Tbere are a number of truisms that apply to gunfights. You must be present to win. The best way to avoid trouble is to not be there when it starts. Fortune favors the prepared. One that you might not have considered is that old radio DJ standby We’ll take the first caller, to win a fabulous… But in this case, it’s the first caller to 911, who wins the fabulous status a “victim,” while the other guy gets the less enviable title of “perp,” as in perpetrator.
It works like this. Police typically show up after-the-fact. Few bad guys call 911 to report shootings. Mostly it’s victims and concerned citizens. And it’s true that the first person to tell their story has an automatic advantage. Combine those elements, shake things up with a little dash of adrenaline, and you have a formula for victimology, namely, “the guy who calls first, wins.” Don’t believe me? Let’s consider the following scenario…
Two guys get into an argument outside a restaurant. Doesn’t matter why. One guy escalates the argument into an armed confrontation by pulling a knife. The newly-minted soon-to-be-victim pulls his concealed handgun. The knife guy is close enough to do a little damage, and he cuts gun guy. Gun guy’s aim is off (hey, he did just get knifed) and he shoots perp in the leg.
Well, agressive knife guy is disarmed and disabled. His injuries are not life-threatening. Gun guy does the responsible thing and stops shooting after said threat is neutralized. So far so good. Now somebody calls 911. Depending on who that somebody is, one or both of these guys are going down.
If gun guy calls, he says something like “I need to report a shooting. I was accosted outside XXXX restaurant by someone who pulled a knife on me. I showed him I was armed – I have a concealed handgun license – and he kept coming at me. He cut me, and I was afraid for my life, so I used my gun and disabled him by shooting him in the leg. He dropped the knife. I don’t think his injuries are life-threatening, but please send an ambulance and a squad car.

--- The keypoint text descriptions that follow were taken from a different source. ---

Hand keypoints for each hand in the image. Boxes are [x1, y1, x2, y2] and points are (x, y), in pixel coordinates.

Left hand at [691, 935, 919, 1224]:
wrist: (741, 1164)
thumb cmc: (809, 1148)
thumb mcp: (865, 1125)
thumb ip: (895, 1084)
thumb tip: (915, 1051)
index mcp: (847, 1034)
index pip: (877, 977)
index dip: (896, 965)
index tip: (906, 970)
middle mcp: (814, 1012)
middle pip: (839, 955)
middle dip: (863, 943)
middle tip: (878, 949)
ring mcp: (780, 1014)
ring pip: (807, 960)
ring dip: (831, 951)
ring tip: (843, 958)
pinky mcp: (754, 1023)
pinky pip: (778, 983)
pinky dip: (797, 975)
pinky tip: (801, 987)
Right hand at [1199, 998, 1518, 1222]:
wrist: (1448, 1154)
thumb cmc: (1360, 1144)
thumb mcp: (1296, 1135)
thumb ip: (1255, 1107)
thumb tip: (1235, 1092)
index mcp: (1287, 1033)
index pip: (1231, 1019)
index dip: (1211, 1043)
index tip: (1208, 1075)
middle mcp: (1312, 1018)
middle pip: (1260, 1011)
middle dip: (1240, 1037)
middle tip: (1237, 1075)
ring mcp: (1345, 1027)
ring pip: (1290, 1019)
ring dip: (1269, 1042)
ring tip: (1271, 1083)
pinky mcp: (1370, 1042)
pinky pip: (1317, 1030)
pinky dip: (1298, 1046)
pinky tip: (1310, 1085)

Notify the officers that I’m armed but will surrender my weapon when they arrive.”
Okay, that hit all the high points, and clearly establishes gun guy as victim. (Good luck with getting all that out Most likely all you’d be able to say is “Some guy attacked me with a knife and was gonna kill me! I had to shoot him. Send help.”

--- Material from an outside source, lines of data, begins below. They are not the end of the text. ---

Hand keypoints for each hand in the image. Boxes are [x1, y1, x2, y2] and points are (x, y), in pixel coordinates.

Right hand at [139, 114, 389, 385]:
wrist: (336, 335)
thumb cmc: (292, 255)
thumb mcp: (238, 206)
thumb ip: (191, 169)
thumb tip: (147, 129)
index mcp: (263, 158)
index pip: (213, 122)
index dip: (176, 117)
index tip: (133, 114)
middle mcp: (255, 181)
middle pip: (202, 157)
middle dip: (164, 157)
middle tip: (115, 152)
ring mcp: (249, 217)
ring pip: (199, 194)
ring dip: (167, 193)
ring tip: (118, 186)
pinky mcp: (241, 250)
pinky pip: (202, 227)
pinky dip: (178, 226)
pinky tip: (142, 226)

If knife guy calls, you can count on the fact he’ll play down the fact that he pulled his knife first, and emphasize the unfairness of it all that he was shot. He’ll portray gun guy as a trigger-happy redneck, looking for an excuse to go all Rambo on somebody.
If someone in the restaurant calls, it’s likely to be reported as anything from a gangland shooting, a gang-banger initialization, or an armed robbery. Remember, you can’t count on any bystander seeing the whole thing. If they only see gun guy shoot knife guy, they are liable to side with knife guy, as they weren’t aware of the initial confrontation.
Bottom line, you wanna be the first one to call 911.
If you’re not, count on a hostile reception from the police. Don’t blame them. They have no idea what happened either, and it’s their job to neutralize any remaining threat, preserve evidence, and get to the bottom of things later.
Also be aware that you likely should concentrate on being cooperative and terse. It’s that everything you say can and will be held against you in a court of law thing.
Your best response to “what happened” is to say, “Officer, I will fully cooperate with your investigation. I’m still in shock, and I want to have my attorney present before I voluntarily answer your questions and make a formal statement.”
This may not make them happy, but it preserves your rights, and keeps you from saying something in the heat of the moment that you will come to regret – in court – later.
So let’s recap: after you are safe, be the first to call 911. Then call your attorney. Be polite and try to keep your yap shut as much as you can. And that’s my two cents from my experience with the other side of the 911 call.